Ku baringkan diriku di samping Nana setelah makan malam, karena hari ini kesabaran dan ragaku benar-benar lelah akibat keinginan tidak wajar Mona, seharian ini aku di minta melakukan apapun yang ia inginkan. Tapi tidak ada satupun yang benar hingga aku benar-benar kesal, akan tetap semua itu harus aku tahan demi tujuan awal kami kemari.
"Ma! Mama baik-baik saja kan? " Kekhawatiran Nana mengembangkan senyum ku, karena memang malam ini badanku rasanya remuk.
"Yah, Mama baik nak. "
"Apa karena nyonya Mona?"
Aku tersenyum sembari mengusap sayang pipi Nana.
" Yah …, untung saja ada Bibi Ijah, dia selalu menolong Mama."
"Nenek ijah memang sangat baik, Nenek juga selalu menemani nana di sini. " Ocehan Nana cukup membuat rasa lelah ku berkurang, karena hanya ini hiburan ku selama ini, mengingat Nana untuk sementara waktu aku tidak masuk sekolah karena aku tidak ingin keadaan semakin pekik.
"Emm, Bibi Ijah memang baik,"gumam ku seolah berkata pada diriku sendiri.
"Ma, kenapa Papa tidak pernah menyapa Nana? "
Kini aku dihadapkan dengan pertanyaan yang selalu aku takuti, karena awal harapan dan rencana adalah hal ini. Tapi selama kami di sini semua itu tidak terjadi, bahkan mas Bayu terlihat tidak mengenal kami di sini dan menempatkan aku benar-benar menjadi seorang pembantu.
"Mungkin besok atau lusa, nak! Berdoa lah semoga Papa berubah. " Hanya ini caraku untuk menghiburnya, meski aku sendiri tidak yakin dengan semua yang aku katakan.
"Nana selalu berdoa ma! Semoga kita kembali seperti dulu.. Nana sangat menginginkannya."
Aku terpaku dalam kesedihan saat mendengar keinginan sederhana Nana, keinginan sederhana yang sulit aku kabulkan.
Kudekap Nana agar lekas terlelap, karena aku tidak ingin Nana terlalu lelah apalagi mengetahui kesedihan yang selalu menyesakkan dadaku, karena setiap malam aku hanya mampu menangisi nasib malang yang kami alami.
"Amin …, semoga nak."Bisikku sembari mengecup pucuk kepala Nana dengan sayang hingga aku turut terlelap karena rasa lelah begitu menyiksa raga ini..
Cukup lama aku terlelap, hingga akhirnya aku merasakan tarikan dan tersentak. Bahkan mulutku dibekap dan tubuh nya ditindih dari atas.
"Diam!Jika kau berisik jangan salahkan aku bersikap kasar padamu! "
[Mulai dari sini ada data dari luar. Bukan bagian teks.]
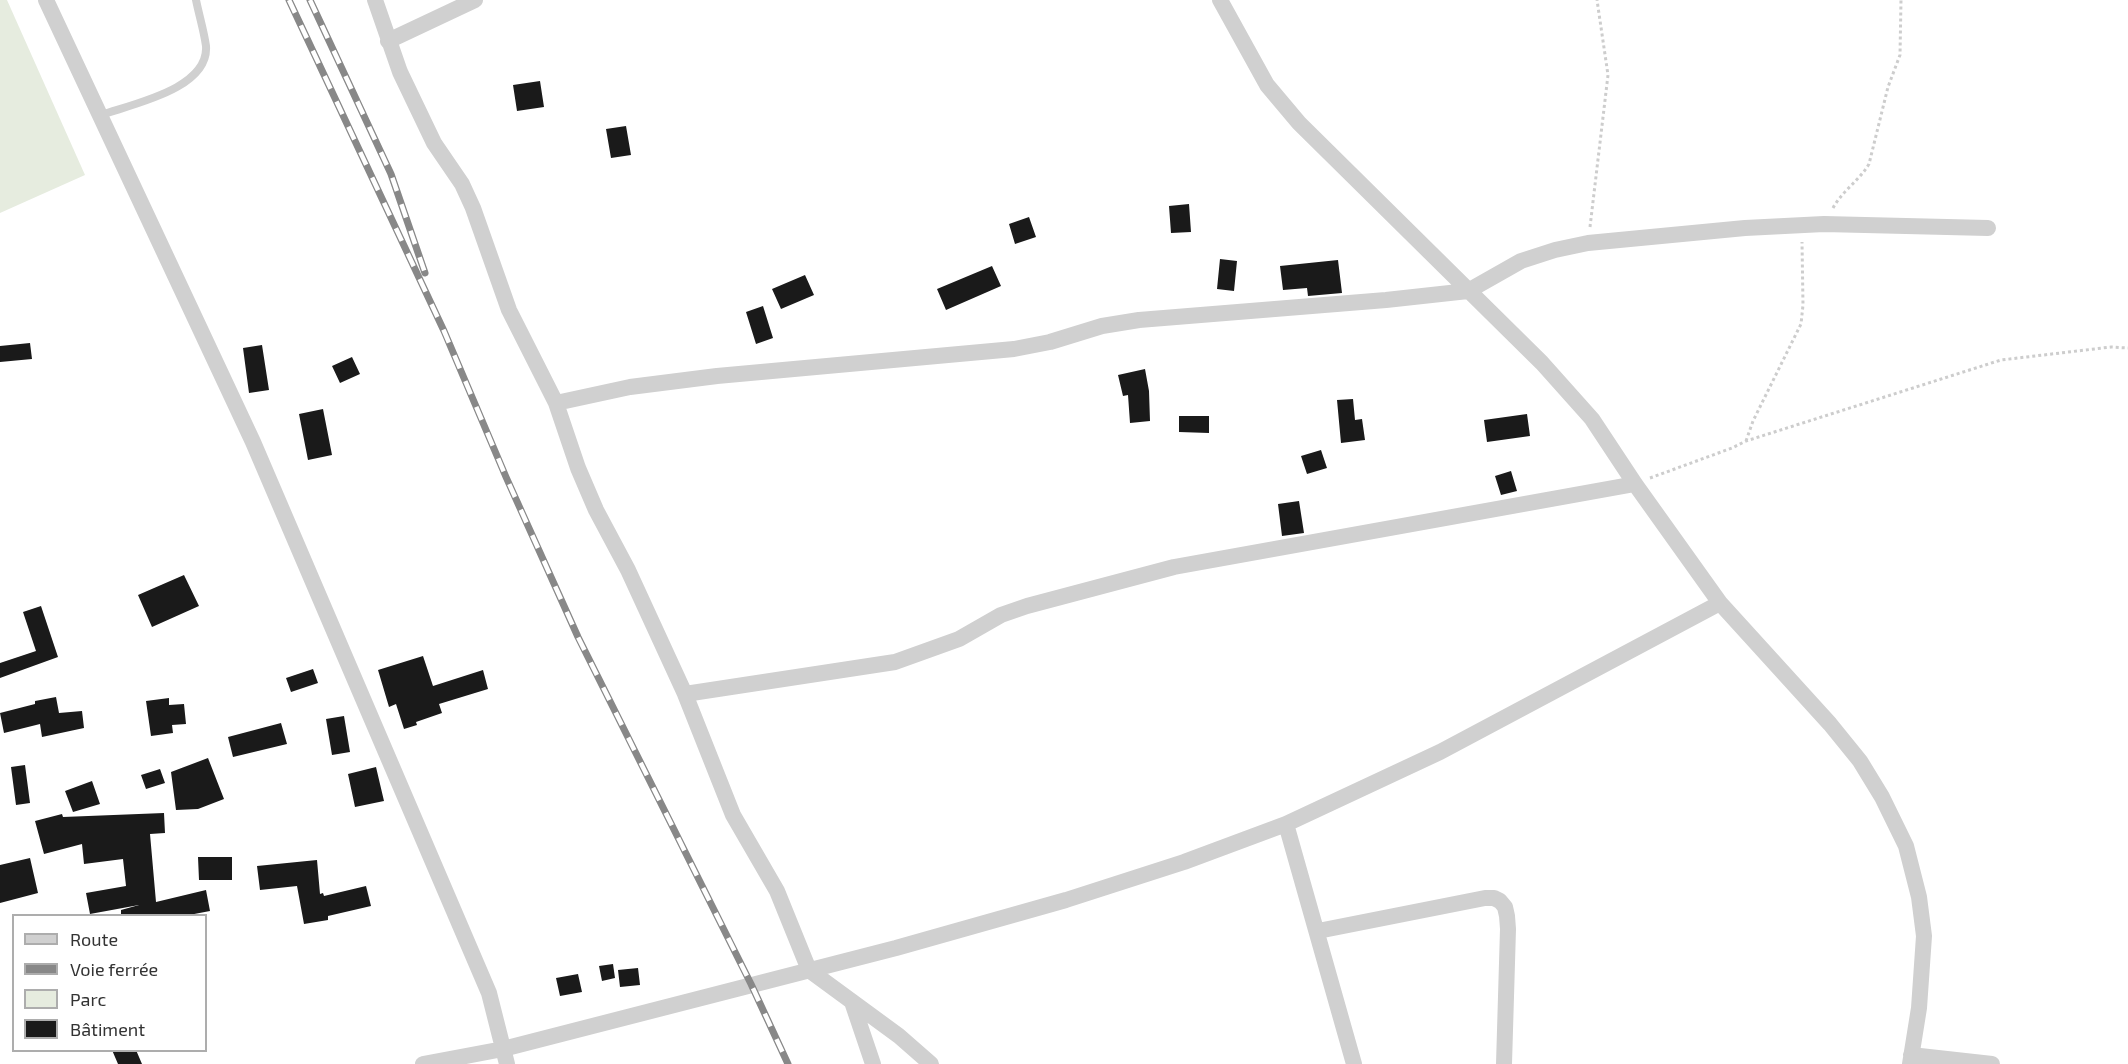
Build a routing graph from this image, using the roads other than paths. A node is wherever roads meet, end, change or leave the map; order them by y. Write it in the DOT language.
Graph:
graph roads {
  1 [pos="46,0"];
  2 [pos="196,0"];
  3 [pos="375,0"];
  4 [pos="475,0"];
  5 [pos="1220,0"];
  6 [pos="388,40"];
  7 [pos="101,115"];
  8 [pos="1988,228"];
  9 [pos="1468,291"];
  10 [pos="556,403"];
  11 [pos="1635,483"];
  12 [pos="1720,603"];
  13 [pos="685,694"];
  14 [pos="1286,824"];
  15 [pos="1318,932"];
  16 [pos="809,970"];
  17 [pos="852,1002"];
  18 [pos="505,1056"];
  19 [pos="1911,1059"];
  20 [pos="423,1064"];
  21 [pos="873,1064"];
  22 [pos="931,1064"];
  23 [pos="1354,1064"];
  24 [pos="1504,1064"];
  25 [pos="1992,1064"];
  1 -- 7 [label="street"];
  2 -- 7 [label="lane"];
  3 -- 6 [label="street"];
  4 -- 6 [label="street"];
  5 -- 9 [label="street"];
  6 -- 10 [label="street"];
  7 -- 18 [label="street"];
  8 -- 9 [label="street"];
  9 -- 10 [label="street"];
  9 -- 11 [label="street"];
  10 -- 13 [label="street"];
  11 -- 12 [label="street"];
  11 -- 13 [label="street"];
  12 -- 14 [label="street"];
  12 -- 19 [label="street"];
  13 -- 16 [label="street"];
  14 -- 15 [label="street"];
  14 -- 16 [label="street"];
  15 -- 23 [label="street"];
  15 -- 24 [label="street"];
  16 -- 17 [label="street"];
  16 -- 18 [label="street"];
  17 -- 21 [label="street"];
  17 -- 22 [label="street"];
  18 -- 20 [label="street"];
  19 -- 25 [label="street"];
}
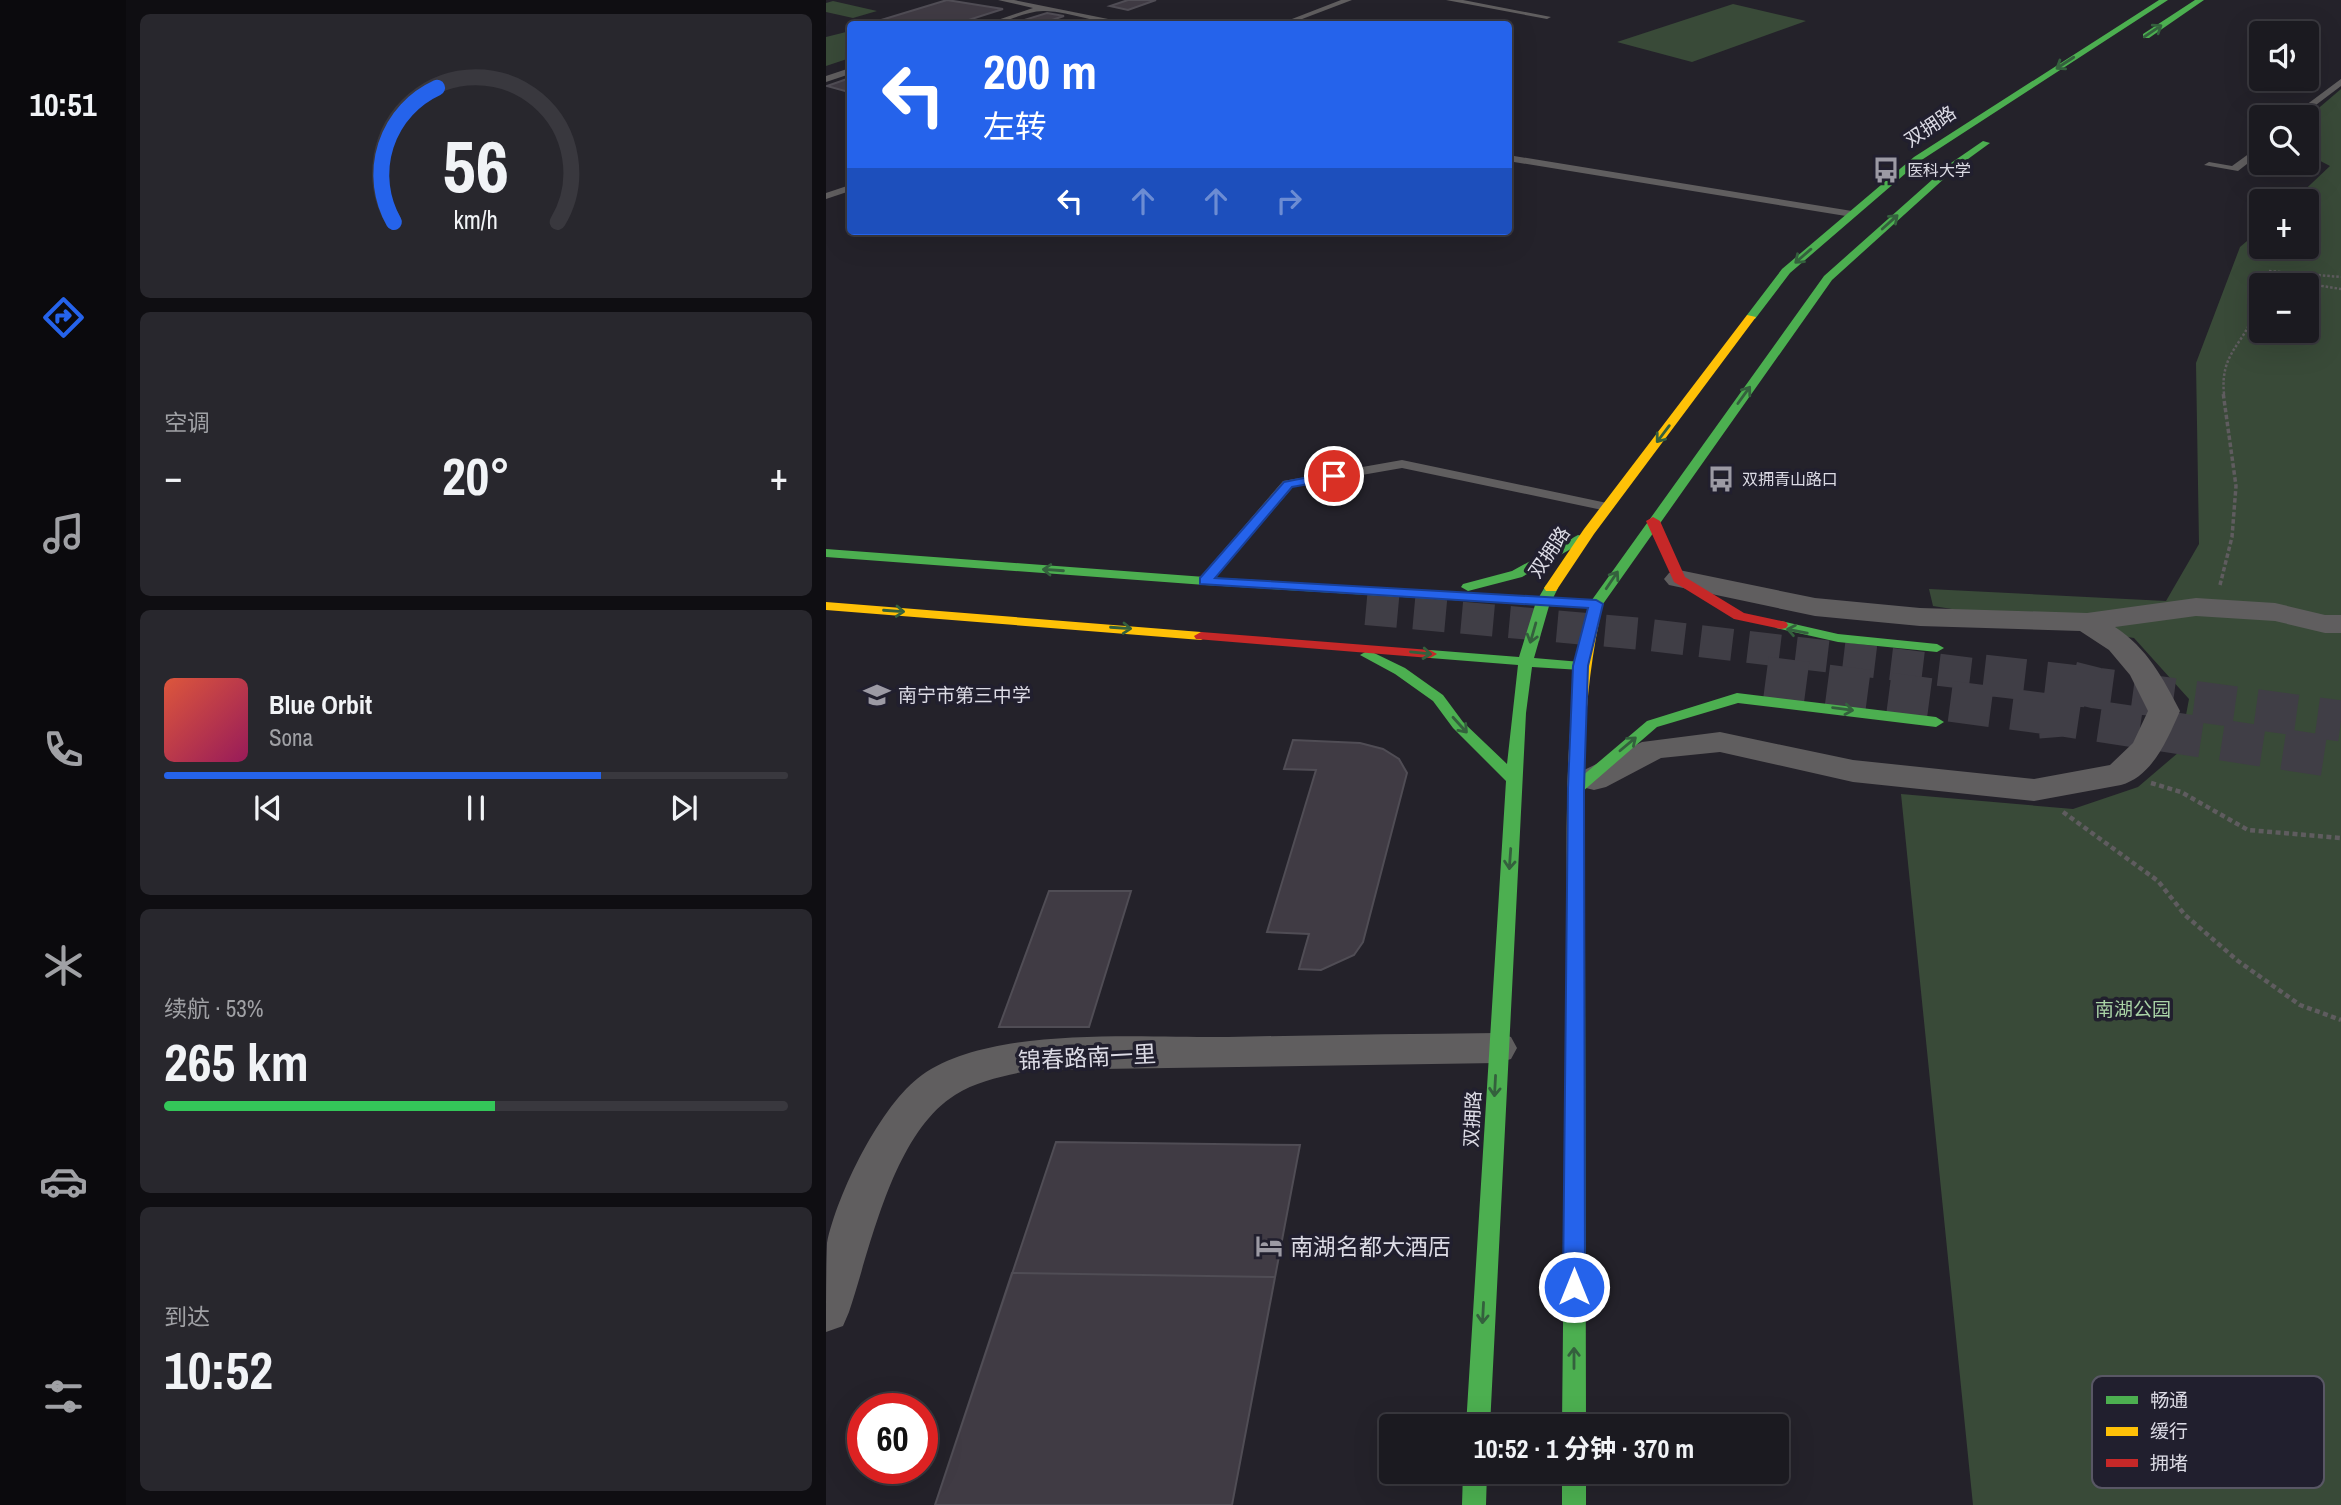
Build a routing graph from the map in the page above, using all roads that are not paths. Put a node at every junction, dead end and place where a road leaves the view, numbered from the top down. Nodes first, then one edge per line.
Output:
1 (1002, 0) edge
2 (1065, 0) edge
3 (1343, 0) edge
4 (1450, 0) edge
5 (2164, 0) edge
6 (2200, 0) edge
7 (1042, 8) junction
8 (1546, 17) dead end
9 (1000, 21) edge
10 (1113, 21) edge
11 (1290, 21) edge
12 (2136, 43) dead end
13 (847, 72) edge
14 (826, 79) edge
15 (2341, 82) edge
16 (2310, 105) edge
17 (1999, 134) dead end
18 (2249, 158) edge
19 (1512, 159) edge
20 (2209, 165) dead end
21 (847, 189) edge
22 (828, 196) dead end
23 (1852, 214) junction
24 (1607, 508) junction
25 (1653, 521) junction
26 (1589, 532) junction
27 (826, 553) edge
28 (826, 566) edge
29 (1679, 579) junction
30 (1205, 581) junction
31 (1439, 594) junction
32 (1542, 601) junction
33 (1311, 604) dead end
34 (1596, 604) junction
35 (826, 606) edge
36 (2087, 622) junction
37 (2333, 624) edge
38 (1346, 645) junction
39 (1937, 648) dead end
40 (2341, 652) edge
41 (1524, 664) junction
42 (1581, 666) junction
43 (1936, 722) dead end
44 (1516, 781) junction
45 (1576, 788) junction
46 (1497, 1048) junction
47 (826, 1312) edge
48 (1479, 1414) edge
49 (1574, 1414) edge
50 (1475, 1484) edge
51 (1574, 1484) edge
52 (1474, 1505) edge
53 (1573, 1505) edge

1 - 7 lane
2 - 7 lane
3 - 11 lane
4 - 8 lane
5 -> 23 main road, 双拥路
12 -> 6 main road
7 - 9 lane
7 - 10 lane
13 - 14 lane
15 - 16 lane
25 -> 17 main road
18 - 20 lane
19 - 23 lane
21 - 22 lane
23 -> 24 main road, 双拥路
24 - 26 main road, 双拥路
24 - 30 lane
25 - 29 main road
34 -> 25 main road
26 - 31 main road
26 - 32 main road, 双拥路
30 -> 27 main road
28 - 33 main road
29 - 36 street
39 -> 29 main road
30 - 31 main road
31 - 32 main road
32 - 34 main road
32 -> 41 main road, 双拥路
34 - 42 main road
35 -> 38 main road
36 - 37 street
36 - 45 street
37 - 40 street
38 -> 41 main road
38 -> 44 main road
41 - 42 main road
41 - 44 main road, 双拥路
42 - 45 main road
45 -> 43 main road
44 -> 46 main road, 双拥路
49 -> 45 main road
46 - 47 street, 锦春路南一里
46 -> 48 main road, 双拥路
50 - 52 main road
51 - 53 main road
Mas Bayu, apalagi yang diinginkannya padaku, aku tidak mengerti kenapa kini dia mengancam akan menyakiti ku setelah apa yang aku korbankan.
Bukankah aku sudah menuruti semua keinginannya, bersandiwara menjadi pembantu bahkan aku di cap sebagai janda, apa semua itu tidak cukup. Bahkan dia menganggap aku dan Nana bukan siapa-siapa hingga ia begitu gilanya bermesraan dengan istri barunya di hadapan kami berdua.
Tuhan, apa kau memikirkan seperti apa perasaan ku dan Nana Mas! Monolog ku dalam hati.
"Ada apa mas?" Protes ku setelah mas Bayu melepaskan bekapan tangannya pada bibir ini.
"Jangan banyak bertanya! "
Aku benar-benar terkejut, karena mas Bayu begitu kasar menarikku menuju ke kamar mandi lalu menguncinya dari dalam.
"Mas! Apa-apa ini! Bagaimana jika Mona tahu jika mas Bayu di sini! "Aku memberondong nya dengan sejumlah pertanyaan dan kekhawatiran. Tapi mas Bayu tidak peduli hingga aku sadar apa yang kini ia inginkan setelah aku di paksa menghadap tembok.
"Diam! Sial! jangan banyak bicara! "
Air mataku luruh setelah mendengar Kata-kata kasar yang mas Bayu lontarkan, bahkan kini aku hanya pasrah saat tangan mas Bayu menyingkap daster yang aku kenakan.
"Jangan mas, hentikan." Kesadaran ku kembali, dengan cepat aku menahan tangannya, saat menjamah pahaku.
Mas Bayu dengan sigap menekanku ke tembok, aku benar-benar tercekat tidak bisa bergerak.
"Kau lupa! Jika kau masih istriku! Untuk itu jangan pernah membantah keinginan ku, kau harus melayani ku, Nia!"
Kaki ku gemetar saat merasakan sesuatu mulai menekan dari belakang.
"Tapi, mas …, akh! " Pekikan terakhir ku tidak bisa aku lanjutkan, saat rasa sakit, perih dan panas mendera bagian milikku disusul rentetan gerakan brutal.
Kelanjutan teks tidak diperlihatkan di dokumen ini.